What to do | In the listing below, find the line containing "ring dip: (511, 75)" and the line containing "middle mcp: (632, 196)". Repeat exactly those two lines and every line between them, nothing more.

Records supplied |
[Start of Attachment]

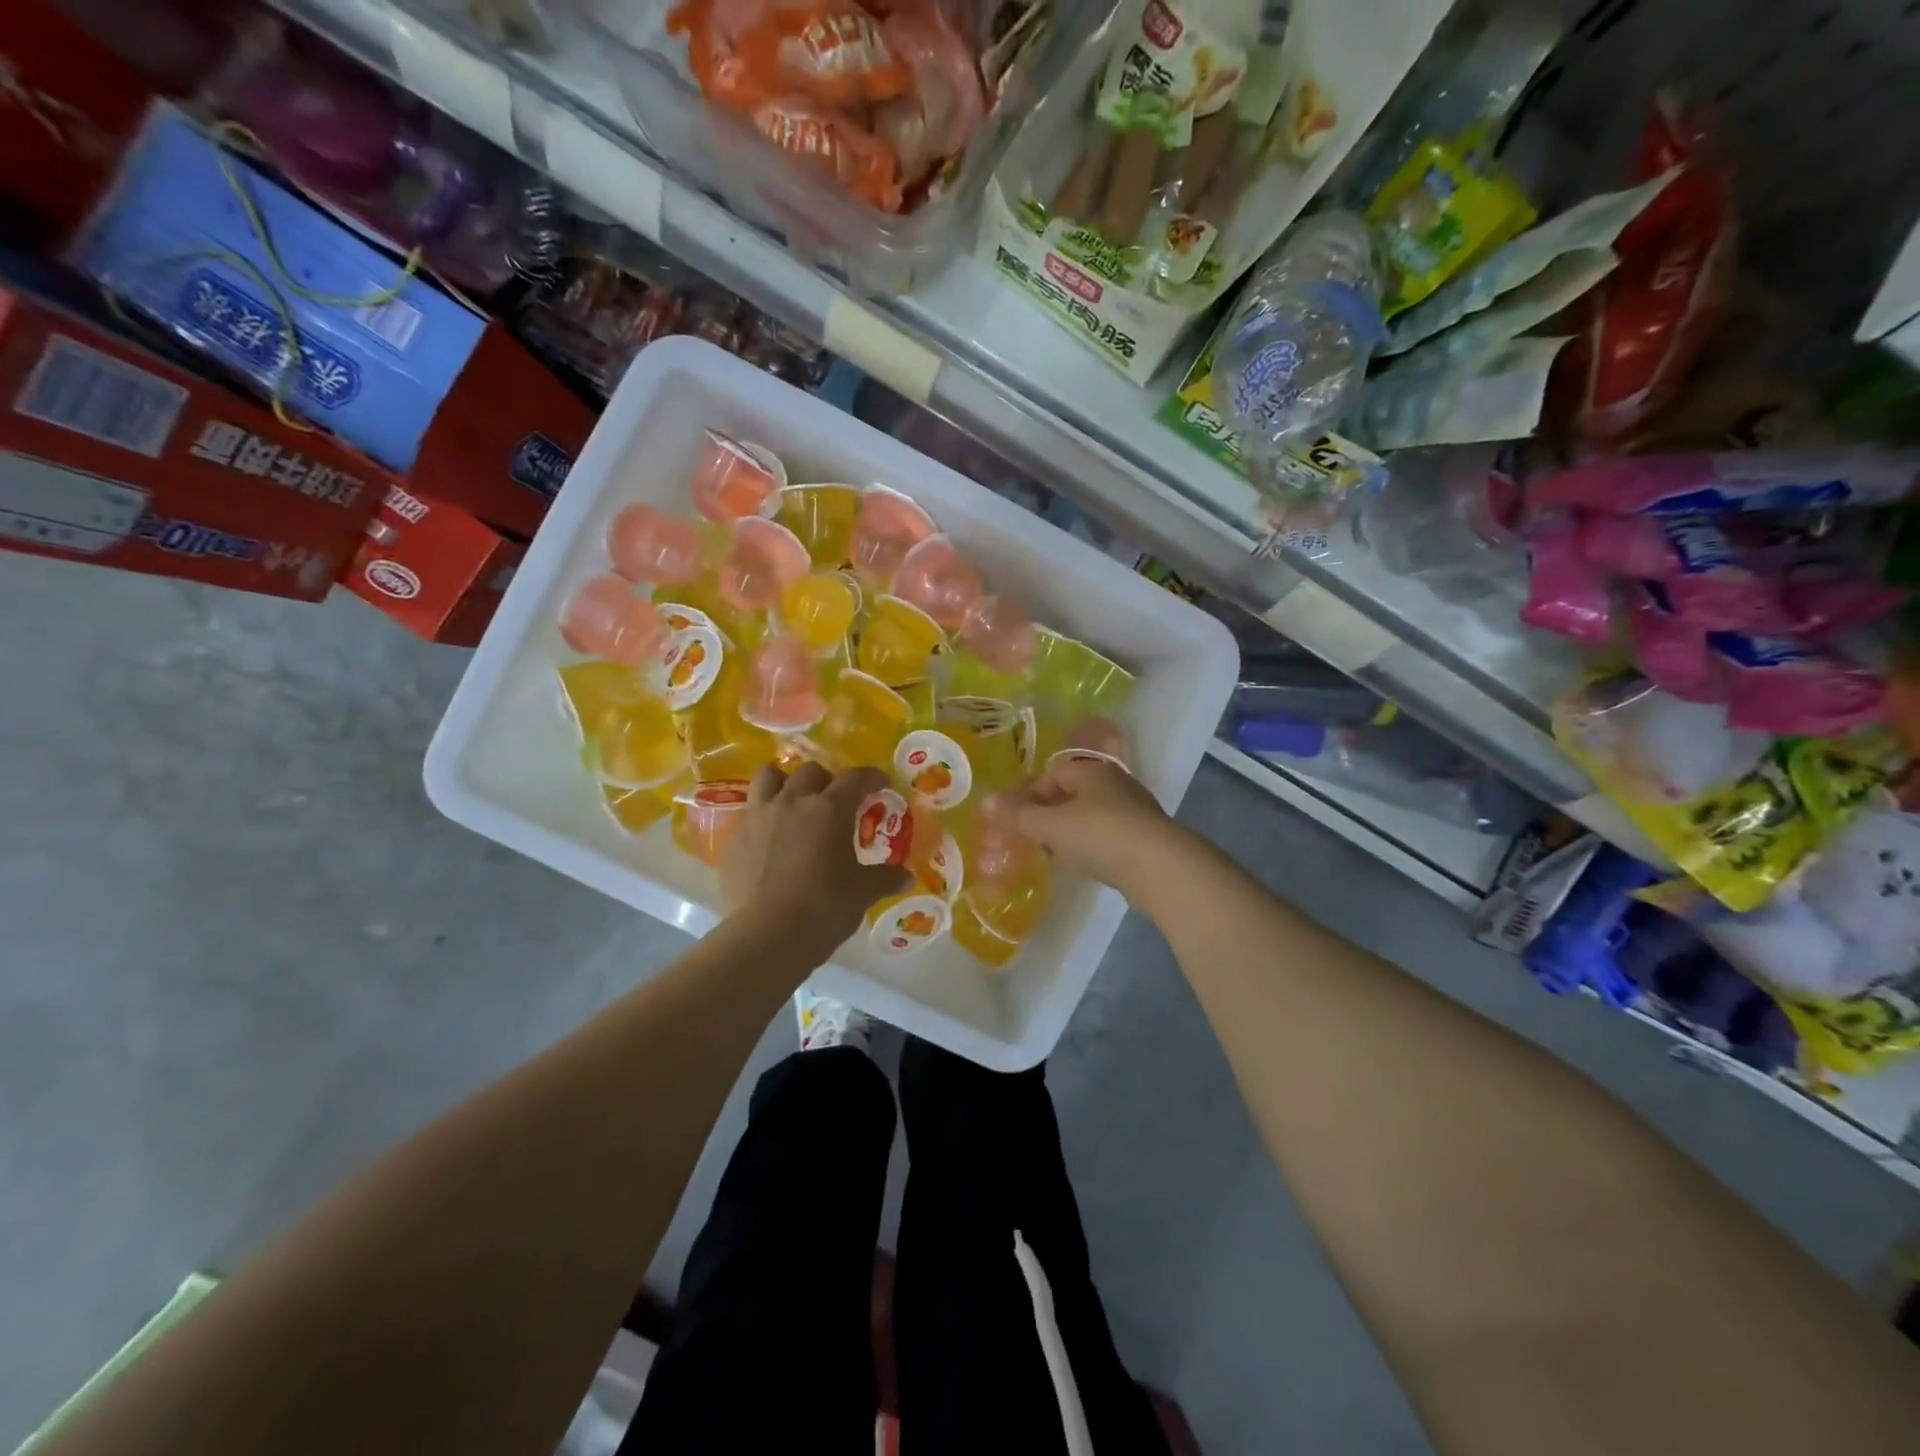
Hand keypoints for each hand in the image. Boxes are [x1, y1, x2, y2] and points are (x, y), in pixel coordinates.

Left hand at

[End of Attachment]
[Start of Attachment]

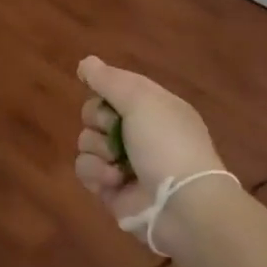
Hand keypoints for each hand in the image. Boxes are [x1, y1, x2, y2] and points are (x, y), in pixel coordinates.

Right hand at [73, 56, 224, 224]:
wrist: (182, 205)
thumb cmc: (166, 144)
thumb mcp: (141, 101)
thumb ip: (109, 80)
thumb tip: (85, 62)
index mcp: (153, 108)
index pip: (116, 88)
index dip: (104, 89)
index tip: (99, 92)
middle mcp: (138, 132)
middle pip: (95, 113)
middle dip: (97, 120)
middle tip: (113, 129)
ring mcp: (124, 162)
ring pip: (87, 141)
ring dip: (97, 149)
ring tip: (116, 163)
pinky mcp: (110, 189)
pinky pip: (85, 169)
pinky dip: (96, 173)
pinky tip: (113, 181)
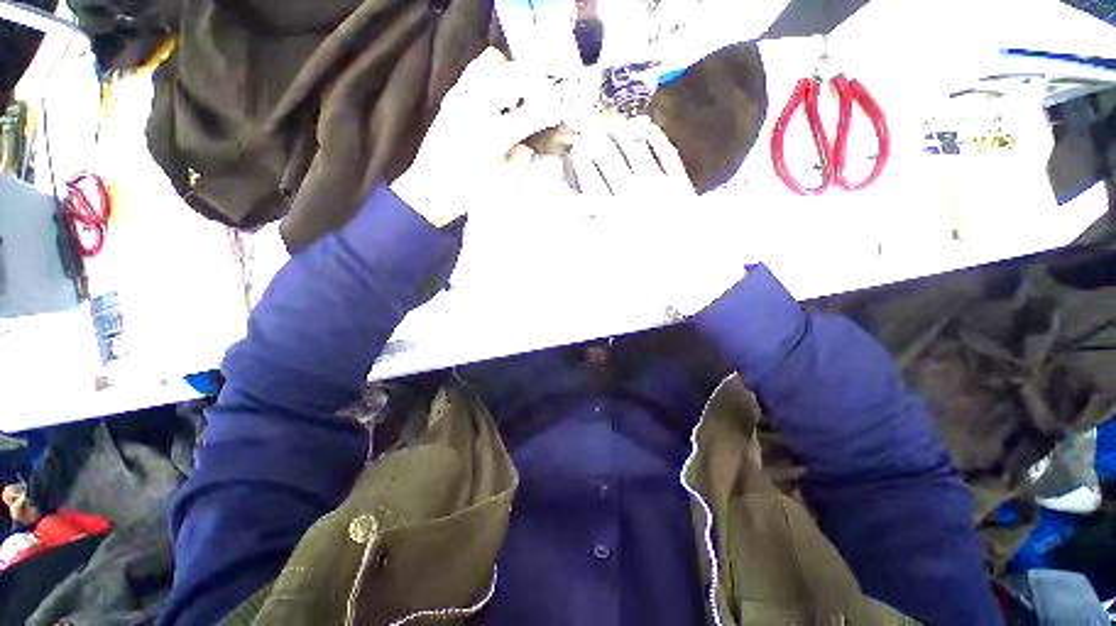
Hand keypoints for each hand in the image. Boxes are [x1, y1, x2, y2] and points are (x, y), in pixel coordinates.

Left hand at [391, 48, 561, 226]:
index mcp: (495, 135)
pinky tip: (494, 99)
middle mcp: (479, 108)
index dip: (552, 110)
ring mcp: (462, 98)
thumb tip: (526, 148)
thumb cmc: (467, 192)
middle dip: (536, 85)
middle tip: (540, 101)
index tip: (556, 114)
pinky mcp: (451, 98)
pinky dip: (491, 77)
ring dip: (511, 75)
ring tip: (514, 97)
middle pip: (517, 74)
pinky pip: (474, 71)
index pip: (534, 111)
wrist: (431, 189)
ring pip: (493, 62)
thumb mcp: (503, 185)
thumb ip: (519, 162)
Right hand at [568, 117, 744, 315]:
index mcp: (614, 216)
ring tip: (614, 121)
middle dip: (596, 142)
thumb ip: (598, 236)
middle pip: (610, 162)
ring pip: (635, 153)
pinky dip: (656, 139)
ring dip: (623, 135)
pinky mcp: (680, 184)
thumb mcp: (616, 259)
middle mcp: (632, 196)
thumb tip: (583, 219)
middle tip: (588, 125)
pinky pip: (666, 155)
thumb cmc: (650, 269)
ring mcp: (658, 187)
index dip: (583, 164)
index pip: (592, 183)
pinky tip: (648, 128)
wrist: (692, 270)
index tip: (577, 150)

[End of Attachment]

Answer to the problem |
ring dip: (511, 75)
ring tip: (514, 97)
middle pip: (517, 74)
pinky pip: (474, 71)
index pip: (534, 111)
wrist: (431, 189)
ring pip: (493, 62)
thumb mcp: (503, 185)
thumb ip: (519, 162)
Right hand at [568, 117, 744, 315]:
index mcp: (614, 216)
ring tip: (614, 121)
middle dip: (596, 142)
thumb ip: (598, 236)
middle pip: (610, 162)
ring pip: (635, 153)
pinky dip: (656, 139)
ring dip: (623, 135)
pinky mcp: (680, 184)
thumb mcp: (616, 259)
middle mcp: (632, 196)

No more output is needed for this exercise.